Halloween is approaching and kids are thinking about Trick-or-Treat, ghosts, goblins and vampires. Costumed characters with “blood” dripping from fangs, arrow wounds and knife injuries will be knocking on our doors in search of candies. In these cases blood is meant to scare us. In reality, the lack of blood is what is scary.

As we go through our daily experiences most of us don’t think about blood very much. It comes to mind on a camping trip when we use an improper method for testing the sharpness of a blade. Then we get to test our first aid knowledge as well.
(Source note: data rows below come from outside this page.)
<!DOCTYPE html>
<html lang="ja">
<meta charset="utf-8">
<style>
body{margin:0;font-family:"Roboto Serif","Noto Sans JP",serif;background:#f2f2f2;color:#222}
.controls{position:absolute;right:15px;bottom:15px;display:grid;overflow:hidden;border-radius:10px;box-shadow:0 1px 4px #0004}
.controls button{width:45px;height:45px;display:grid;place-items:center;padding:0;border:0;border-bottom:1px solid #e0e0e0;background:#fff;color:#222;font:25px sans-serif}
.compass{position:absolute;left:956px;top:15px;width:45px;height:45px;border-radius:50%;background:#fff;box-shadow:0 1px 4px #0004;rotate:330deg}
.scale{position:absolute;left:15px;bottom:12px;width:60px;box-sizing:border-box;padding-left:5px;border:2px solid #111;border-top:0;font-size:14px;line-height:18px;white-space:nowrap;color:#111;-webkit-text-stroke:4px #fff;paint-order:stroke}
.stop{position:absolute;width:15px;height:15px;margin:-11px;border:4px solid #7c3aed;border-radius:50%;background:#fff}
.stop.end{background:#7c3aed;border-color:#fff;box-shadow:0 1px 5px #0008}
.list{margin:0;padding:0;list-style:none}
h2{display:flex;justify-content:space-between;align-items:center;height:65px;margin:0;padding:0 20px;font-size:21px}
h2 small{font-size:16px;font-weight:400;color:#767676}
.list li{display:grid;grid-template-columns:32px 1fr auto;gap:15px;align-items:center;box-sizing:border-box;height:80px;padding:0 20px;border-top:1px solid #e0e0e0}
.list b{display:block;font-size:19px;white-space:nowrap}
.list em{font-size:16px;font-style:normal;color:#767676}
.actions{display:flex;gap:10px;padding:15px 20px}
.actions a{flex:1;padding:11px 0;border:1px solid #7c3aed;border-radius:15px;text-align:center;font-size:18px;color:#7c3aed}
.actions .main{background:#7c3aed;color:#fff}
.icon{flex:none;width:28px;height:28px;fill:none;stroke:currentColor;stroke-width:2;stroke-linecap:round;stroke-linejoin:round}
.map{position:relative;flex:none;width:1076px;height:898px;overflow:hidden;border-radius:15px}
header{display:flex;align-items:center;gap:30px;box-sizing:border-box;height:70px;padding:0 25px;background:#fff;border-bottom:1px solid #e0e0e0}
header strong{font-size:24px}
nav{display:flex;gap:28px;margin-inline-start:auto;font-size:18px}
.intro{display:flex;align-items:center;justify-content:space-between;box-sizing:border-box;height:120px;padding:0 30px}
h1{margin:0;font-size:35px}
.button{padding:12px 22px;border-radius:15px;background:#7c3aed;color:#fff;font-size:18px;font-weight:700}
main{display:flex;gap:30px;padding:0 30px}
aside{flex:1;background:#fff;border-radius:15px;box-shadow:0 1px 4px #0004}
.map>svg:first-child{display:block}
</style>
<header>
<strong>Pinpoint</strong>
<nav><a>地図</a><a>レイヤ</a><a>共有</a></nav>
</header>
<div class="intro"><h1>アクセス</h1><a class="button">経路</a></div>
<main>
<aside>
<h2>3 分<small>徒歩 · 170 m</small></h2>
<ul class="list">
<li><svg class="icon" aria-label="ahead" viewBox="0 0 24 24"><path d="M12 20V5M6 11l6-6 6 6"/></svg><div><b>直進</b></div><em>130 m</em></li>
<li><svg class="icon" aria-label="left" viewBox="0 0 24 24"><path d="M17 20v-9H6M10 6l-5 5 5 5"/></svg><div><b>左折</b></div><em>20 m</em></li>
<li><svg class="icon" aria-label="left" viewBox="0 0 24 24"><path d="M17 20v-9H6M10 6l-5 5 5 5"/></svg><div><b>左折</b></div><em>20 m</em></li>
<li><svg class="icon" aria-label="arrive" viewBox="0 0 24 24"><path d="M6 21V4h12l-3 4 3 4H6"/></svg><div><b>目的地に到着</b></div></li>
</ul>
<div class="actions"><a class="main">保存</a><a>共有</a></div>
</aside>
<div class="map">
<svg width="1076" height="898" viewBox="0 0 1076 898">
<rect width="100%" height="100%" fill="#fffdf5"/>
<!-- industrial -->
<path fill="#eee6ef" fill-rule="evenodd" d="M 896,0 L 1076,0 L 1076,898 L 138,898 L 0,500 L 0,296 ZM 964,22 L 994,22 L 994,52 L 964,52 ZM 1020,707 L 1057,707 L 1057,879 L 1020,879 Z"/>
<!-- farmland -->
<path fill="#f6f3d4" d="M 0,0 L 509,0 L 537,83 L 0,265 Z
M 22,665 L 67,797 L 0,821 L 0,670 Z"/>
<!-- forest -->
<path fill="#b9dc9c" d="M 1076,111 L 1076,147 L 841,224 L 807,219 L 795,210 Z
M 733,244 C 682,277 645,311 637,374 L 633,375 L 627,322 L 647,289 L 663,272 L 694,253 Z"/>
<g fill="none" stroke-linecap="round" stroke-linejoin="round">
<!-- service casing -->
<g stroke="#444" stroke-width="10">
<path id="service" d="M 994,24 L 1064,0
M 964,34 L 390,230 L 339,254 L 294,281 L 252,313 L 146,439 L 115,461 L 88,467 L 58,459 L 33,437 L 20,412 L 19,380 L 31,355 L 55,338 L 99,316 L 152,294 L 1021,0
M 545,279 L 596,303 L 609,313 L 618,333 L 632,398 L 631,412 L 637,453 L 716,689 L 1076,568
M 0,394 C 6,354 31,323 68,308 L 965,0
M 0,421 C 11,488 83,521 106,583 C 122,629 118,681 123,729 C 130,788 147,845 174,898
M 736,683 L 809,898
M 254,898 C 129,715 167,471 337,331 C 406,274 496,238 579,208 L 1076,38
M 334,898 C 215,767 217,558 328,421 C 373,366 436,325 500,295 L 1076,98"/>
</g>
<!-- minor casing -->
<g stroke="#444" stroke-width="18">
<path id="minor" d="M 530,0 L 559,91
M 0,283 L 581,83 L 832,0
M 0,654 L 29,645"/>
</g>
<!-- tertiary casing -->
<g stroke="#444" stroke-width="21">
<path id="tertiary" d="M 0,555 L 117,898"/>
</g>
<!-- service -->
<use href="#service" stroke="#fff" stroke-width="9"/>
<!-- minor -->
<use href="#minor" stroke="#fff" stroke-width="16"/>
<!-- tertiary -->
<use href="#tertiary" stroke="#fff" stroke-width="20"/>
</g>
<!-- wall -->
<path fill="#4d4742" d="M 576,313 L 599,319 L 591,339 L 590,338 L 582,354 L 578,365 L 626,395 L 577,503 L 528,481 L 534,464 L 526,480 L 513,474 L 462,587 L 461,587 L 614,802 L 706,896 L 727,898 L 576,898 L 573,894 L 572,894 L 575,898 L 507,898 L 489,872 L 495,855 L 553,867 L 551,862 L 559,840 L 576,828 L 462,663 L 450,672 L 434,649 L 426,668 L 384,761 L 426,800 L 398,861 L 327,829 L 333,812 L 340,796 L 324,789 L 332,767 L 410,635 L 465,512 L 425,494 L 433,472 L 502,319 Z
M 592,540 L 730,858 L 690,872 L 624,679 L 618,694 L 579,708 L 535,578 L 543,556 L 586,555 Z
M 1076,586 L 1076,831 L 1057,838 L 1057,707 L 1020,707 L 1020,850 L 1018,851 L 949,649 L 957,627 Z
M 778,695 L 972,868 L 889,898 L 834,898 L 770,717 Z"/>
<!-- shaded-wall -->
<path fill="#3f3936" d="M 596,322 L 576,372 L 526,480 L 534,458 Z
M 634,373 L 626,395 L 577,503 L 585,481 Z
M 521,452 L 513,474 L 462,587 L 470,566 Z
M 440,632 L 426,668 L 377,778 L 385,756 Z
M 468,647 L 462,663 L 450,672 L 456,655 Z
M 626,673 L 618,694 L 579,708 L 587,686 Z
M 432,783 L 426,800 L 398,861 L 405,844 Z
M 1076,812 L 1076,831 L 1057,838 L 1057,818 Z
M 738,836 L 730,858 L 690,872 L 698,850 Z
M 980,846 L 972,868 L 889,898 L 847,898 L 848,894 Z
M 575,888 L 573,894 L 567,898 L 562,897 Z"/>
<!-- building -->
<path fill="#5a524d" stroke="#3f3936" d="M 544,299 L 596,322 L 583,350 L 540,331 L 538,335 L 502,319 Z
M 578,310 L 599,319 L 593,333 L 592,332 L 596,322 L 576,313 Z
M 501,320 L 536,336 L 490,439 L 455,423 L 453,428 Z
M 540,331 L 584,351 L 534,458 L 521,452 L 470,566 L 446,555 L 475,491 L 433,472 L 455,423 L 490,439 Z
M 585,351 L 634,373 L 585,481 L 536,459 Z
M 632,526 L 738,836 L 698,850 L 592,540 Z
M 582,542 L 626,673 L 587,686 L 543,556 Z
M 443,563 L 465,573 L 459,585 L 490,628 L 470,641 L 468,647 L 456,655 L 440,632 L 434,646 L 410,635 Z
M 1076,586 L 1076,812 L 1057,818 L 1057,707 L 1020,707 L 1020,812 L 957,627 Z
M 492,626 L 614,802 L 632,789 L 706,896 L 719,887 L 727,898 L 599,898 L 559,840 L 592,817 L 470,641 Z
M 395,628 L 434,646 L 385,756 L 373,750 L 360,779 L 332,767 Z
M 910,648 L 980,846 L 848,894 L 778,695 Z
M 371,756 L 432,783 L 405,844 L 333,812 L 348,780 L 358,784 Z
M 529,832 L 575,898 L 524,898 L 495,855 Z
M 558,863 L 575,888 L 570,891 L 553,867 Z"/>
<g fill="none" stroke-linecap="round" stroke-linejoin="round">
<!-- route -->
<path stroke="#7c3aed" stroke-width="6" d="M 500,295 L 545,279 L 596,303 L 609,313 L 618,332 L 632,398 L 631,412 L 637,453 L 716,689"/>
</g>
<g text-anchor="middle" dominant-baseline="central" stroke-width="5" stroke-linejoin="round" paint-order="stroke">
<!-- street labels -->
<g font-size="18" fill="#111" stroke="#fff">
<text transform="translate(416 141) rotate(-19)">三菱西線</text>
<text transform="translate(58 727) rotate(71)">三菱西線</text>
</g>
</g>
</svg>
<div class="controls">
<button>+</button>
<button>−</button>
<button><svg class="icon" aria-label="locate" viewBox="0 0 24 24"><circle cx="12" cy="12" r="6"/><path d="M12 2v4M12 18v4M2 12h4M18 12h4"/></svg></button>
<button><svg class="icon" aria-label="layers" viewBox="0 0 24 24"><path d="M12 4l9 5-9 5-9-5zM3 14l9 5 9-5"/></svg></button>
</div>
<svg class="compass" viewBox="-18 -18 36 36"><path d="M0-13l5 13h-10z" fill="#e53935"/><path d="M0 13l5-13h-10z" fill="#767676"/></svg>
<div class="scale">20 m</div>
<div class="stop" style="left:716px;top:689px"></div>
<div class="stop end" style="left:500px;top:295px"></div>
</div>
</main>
Even though we don’t think about it, blood provides nourishment to every cell of our body.

Unless you have donated blood or received a transfusion, you might not know what blood is made of:
Plasma is the liquid part of blood and accounts for 55% to 60% of the blood volume
Red blood cells are the next largest part of the blood and contain hemoglobin which brings oxygen to the cells
White blood cells help fight infection and are a part of the body’s immune system
Platelets help the blood to clot

Blood types are also important. There are 4 blood types and they are classified based on the protein or antigen associated with the Red Blood Cell. If the A antigen is present, the blood is type A; B type blood has the B antigen; AB type blood has both the A and B antigen; and O type blood has neither antigen. There is also an RH grouping. This grouping is based on a D antigen. If the D antigen is present the RH is positive; if the D antigen is not present, the RH group is negative. Blood with both the A and B antigens and no D antigen would be AB-. This blood is the rarest type in the United States and according to the American Association of Blood Banking accounts for only 1% of the population. The largest segments of the population are O+ (38%) and A+ (34%). O- is the universal donor- blood can be used by any blood group. Blood type AB+ is the universal receiver- can receive blood from any of the blood groups.

More interesting information about blood:
There are approximately 5 liters (10.6 pints) of blood in the human body
Blood accounts for approximately 7% of body weight*
One in three people will need a blood transfusion*
One teaspoon of blood can save a new born*
Most donated blood is used by cancer patients*
Burn victims might need as many as 100 units of blood*

*Dallas Morning News, 10/23/07

Since you understand the importance of blood, you might want to have the troop or pack or crew coordinate a blood drive in your community. Although blood drives usually don’t make good Eagle projects, they are great unit service projects.